What are the positive ethical issues of gene therapy?

A
  • prolong lives for those with genetic disorders.
  • give people with genetic disorders a better quality of life.
  • carriers of a genetic disorder ma be able to conceive a baby without the disorder or risk of cancer (only in germ line therapy).
  • decrease the number of sufferers from the genetic disorder (only in germ line therapy).
35
Q

What are the negative ethical issues of gene therapy?

A
  • technology could be used in other ways other than medical treatment (e.g: treat cosmetic ageing).
  • potential to do more harm than good when using the technology (e.g: risk over-expression of genes).
  • expensive (some believe that health resources could be better spent on other treatments that have passed clinical trials).
36
Q

What are disadvantages of gene therapy?

A
  • short-lived effects of treatment (only in somatic therapy).
  • patients may have to undergo multiple treatments (only in somatic therapy).
  • may be difficult to get allele into specific body cells.
  • vectors may be identified as foreign by the body, eliciting an immune response.
  • an allele may be inserted into the wrong place in the DNA, causing more problems.
  • an inserted allele could get over-expressed, producing too much of the missing protein.
37
Q

Describe the chain-termination method.

A

1) a mixture containing:
- a single-stranded DNA template
- DNA primer
- DNA polymerase
- free nucleotides
- fluorescently-labelled modified nucleotide
are added to 4 separate tubes.

2) the tubes undergo PCR, producing many strands of DNA of different lengths because each one terminates at a different point depending on where the modified nucleotide was added.

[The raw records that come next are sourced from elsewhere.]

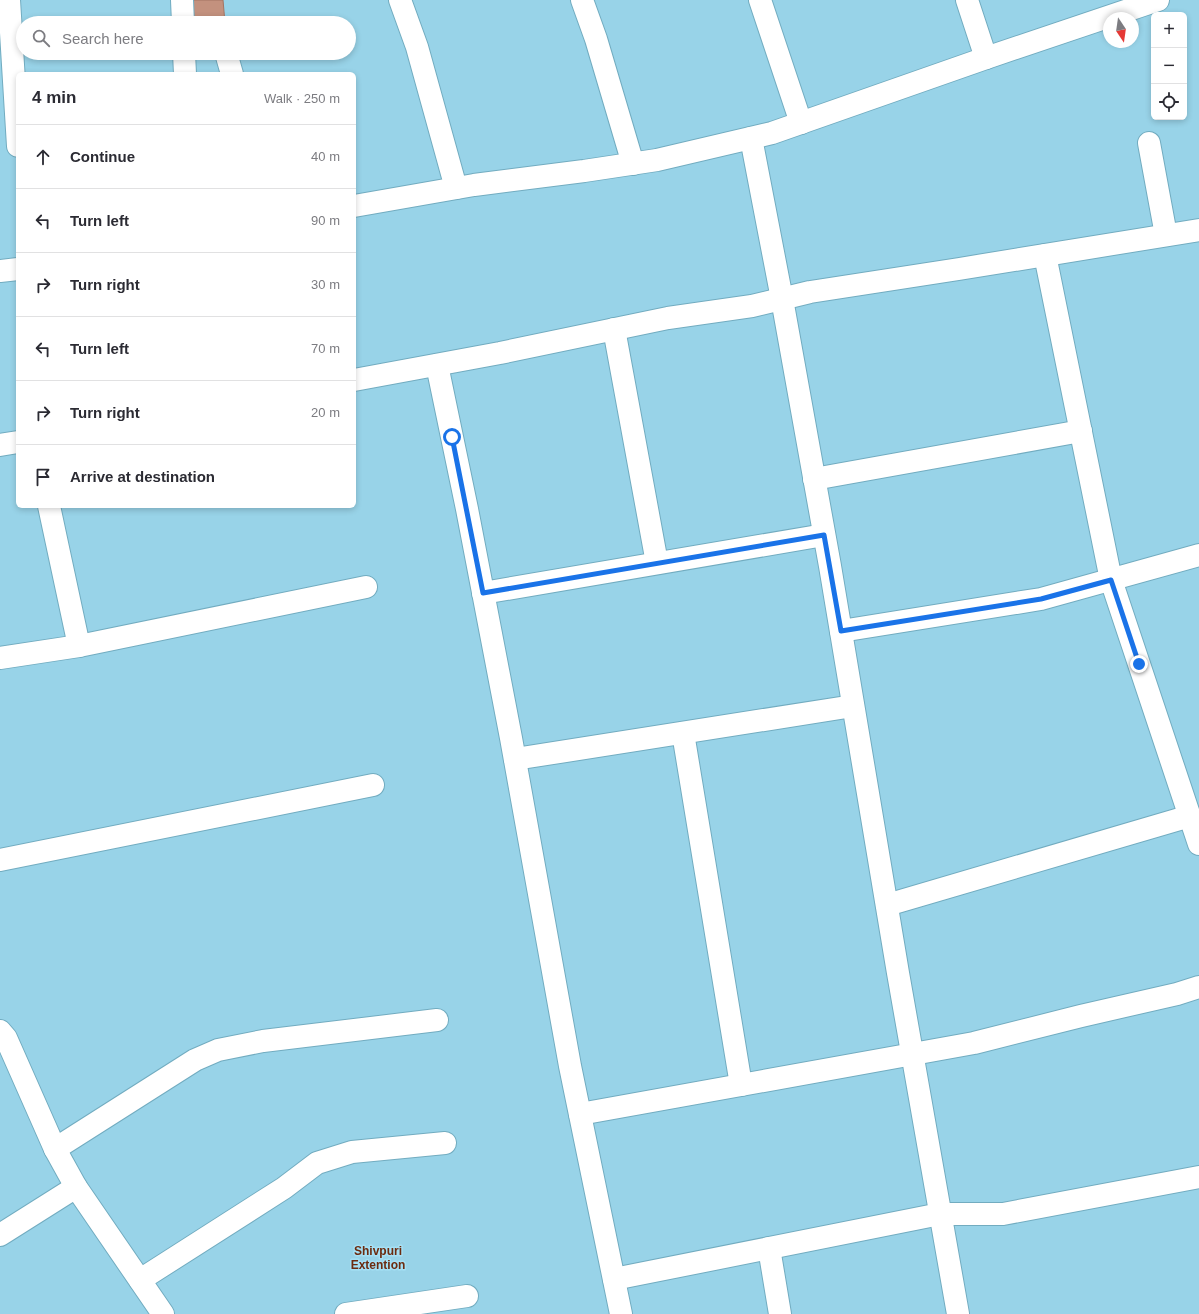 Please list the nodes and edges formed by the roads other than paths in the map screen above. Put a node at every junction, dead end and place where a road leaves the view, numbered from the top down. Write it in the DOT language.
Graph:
graph roads {
  1 [pos="9,0"];
  2 [pos="182,0"];
  3 [pos="400,0"];
  4 [pos="582,0"];
  5 [pos="760,0"];
  6 [pos="967,0"];
  7 [pos="1158,0"];
  8 [pos="183,16"];
  9 [pos="986,58"];
  10 [pos="184,60"];
  11 [pos="228,60"];
  12 [pos="185,72"];
  13 [pos="231,72"];
  14 [pos="16,94"];
  15 [pos="801,123"];
  16 [pos="751,138"];
  17 [pos="1149,143"];
  18 [pos="633,164"];
  19 [pos="456,188"];
  20 [pos="356,206"];
  21 [pos="1199,230"];
  22 [pos="1166,235"];
  23 [pos="1046,255"];
  24 [pos="16,269"];
  25 [pos="0,270"];
  26 [pos="782,299"];
  27 [pos="614,329"];
  28 [pos="436,365"];
  29 [pos="356,380"];
  30 [pos="1081,431"];
  31 [pos="16,442"];
  32 [pos="0,445"];
  33 [pos="814,479"];
  34 [pos="49,508"];
  35 [pos="824,535"];
  36 [pos="1199,555"];
  37 [pos="657,563"];
  38 [pos="1111,580"];
  39 [pos="366,587"];
  40 [pos="483,593"];
  41 [pos="841,631"];
  42 [pos="79,646"];
  43 [pos="0,658"];
  44 [pos="853,706"];
  45 [pos="683,733"];
  46 [pos="514,759"];
  47 [pos="373,785"];
  48 [pos="1190,816"];
  49 [pos="1199,844"];
  50 [pos="0,860"];
  51 [pos="887,905"];
  52 [pos="1199,987"];
  53 [pos="437,1020"];
  54 [pos="0,1031"];
  55 [pos="912,1054"];
  56 [pos="741,1085"];
  57 [pos="580,1114"];
  58 [pos="445,1143"];
  59 [pos="55,1149"];
  60 [pos="1199,1177"];
  61 [pos="76,1187"];
  62 [pos="940,1214"];
  63 [pos="0,1235"];
  64 [pos="768,1248"];
  65 [pos="614,1279"];
  66 [pos="140,1280"];
  67 [pos="467,1296"];
  68 [pos="163,1314"];
  69 [pos="346,1314"];
  70 [pos="621,1314"];
  71 [pos="780,1314"];
  72 [pos="958,1314"];
  1 -- 14 [label="street"];
  2 -- 8 [label="street"];
  3 -- 19 [label="street"];
  4 -- 18 [label="street"];
  5 -- 15 [label="street"];
  6 -- 9 [label="street"];
  7 -- 9 [label="street"];
  9 -- 15 [label="street"];
  10 -- 12 [label="street"];
  11 -- 13 [label="street"];
  15 -- 16 [label="street"];
  16 -- 18 [label="street"];
  16 -- 26 [label="street"];
  17 -- 22 [label="street"];
  18 -- 19 [label="street"];
  19 -- 20 [label="street"];
  21 -- 22 [label="street"];
  22 -- 23 [label="street"];
  23 -- 26 [label="street"];
  23 -- 30 [label="street"];
  24 -- 25 [label="street"];
  26 -- 27 [label="street"];
  26 -- 33 [label="street"];
  27 -- 28 [label="street"];
  27 -- 37 [label="street"];
  28 -- 29 [label="street"];
  28 -- 40 [label="street"];
  30 -- 33 [label="street"];
  30 -- 38 [label="street"];
  31 -- 32 [label="street"];
  33 -- 35 [label="street"];
  34 -- 42 [label="street"];
  35 -- 37 [label="street"];
  35 -- 41 [label="street"];
  36 -- 38 [label="street"];
  37 -- 40 [label="street"];
  38 -- 41 [label="street"];
  38 -- 48 [label="street"];
  39 -- 42 [label="street"];
  40 -- 46 [label="street"];
  41 -- 44 [label="street"];
  42 -- 43 [label="street"];
  44 -- 45 [label="street"];
  44 -- 51 [label="street"];
  45 -- 46 [label="street"];
  45 -- 56 [label="street"];
  46 -- 57 [label="street"];
  47 -- 50 [label="street"];
  48 -- 49 [label="street"];
  48 -- 51 [label="street"];
  51 -- 55 [label="street"];
  52 -- 55 [label="street"];
  53 -- 59 [label="street"];
  54 -- 59 [label="street"];
  55 -- 56 [label="street"];
  55 -- 62 [label="street"];
  56 -- 57 [label="street"];
  57 -- 65 [label="street"];
  58 -- 66 [label="street"];
  59 -- 61 [label="street"];
  60 -- 62 [label="street"];
  61 -- 63 [label="street"];
  61 -- 66 [label="street"];
  62 -- 64 [label="street"];
  62 -- 72 [label="street"];
  64 -- 65 [label="street"];
  64 -- 71 [label="street"];
  65 -- 70 [label="street"];
  66 -- 68 [label="street"];
  67 -- 69 [label="street"];
}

3) the DNA fragments in each tube are separated by electrophoresis and visualised under UV light (due to florescent label).

4) the complementary base sequence can be read from the gel, with the smallest nucleotide at the bottom. Each band after this represents one more base added (read bottom up to get DNA sequence).

38
Q

What must be done when sequencing a whole genome using the chain-termination method?

A
  • genome is cut into smaller fragments using restriction enzymes.
  • fragments are into bacterial artificial chromosomes (each with an individual one).
  • these BACs are inserted into bacteria.
  • the bacteria divide, creating colonies of clones cells that all contain a specific DNA fragment (the colonies make up a complete genomic DNA library).
  • DNA is extracted from each colony and cut up using restriction enzymes, producing overlapping pieces of DNA.
  • each piece of DNA is sequenced, using the chain-terminating method, and put back in order to give the full sequence from that BAC (using computer systems).
  • all BAC DNA fragments are put in order by computers, to complete the entire genome.
39
Q

What does synthetic biology include?

A
  • building biological systems from artificially made molecules to see if they work how we believe.
  • redesigning biological systems to perform better and include new molecules.
  • designing new biological systems and molecules that don’t exist in the natural world, but could be useful to humans.
40
Q

What is bioinformatics?

A

developing and using computer software that can analyse, organise and store biological data.

41
Q

What is computational biology?

A

using computers to study biology (e.g: create computer simulations and mathematical models).

42
Q

What is epidemiology?

A

the study of health and disease, which considers distribution of a disease, its causes and its effects.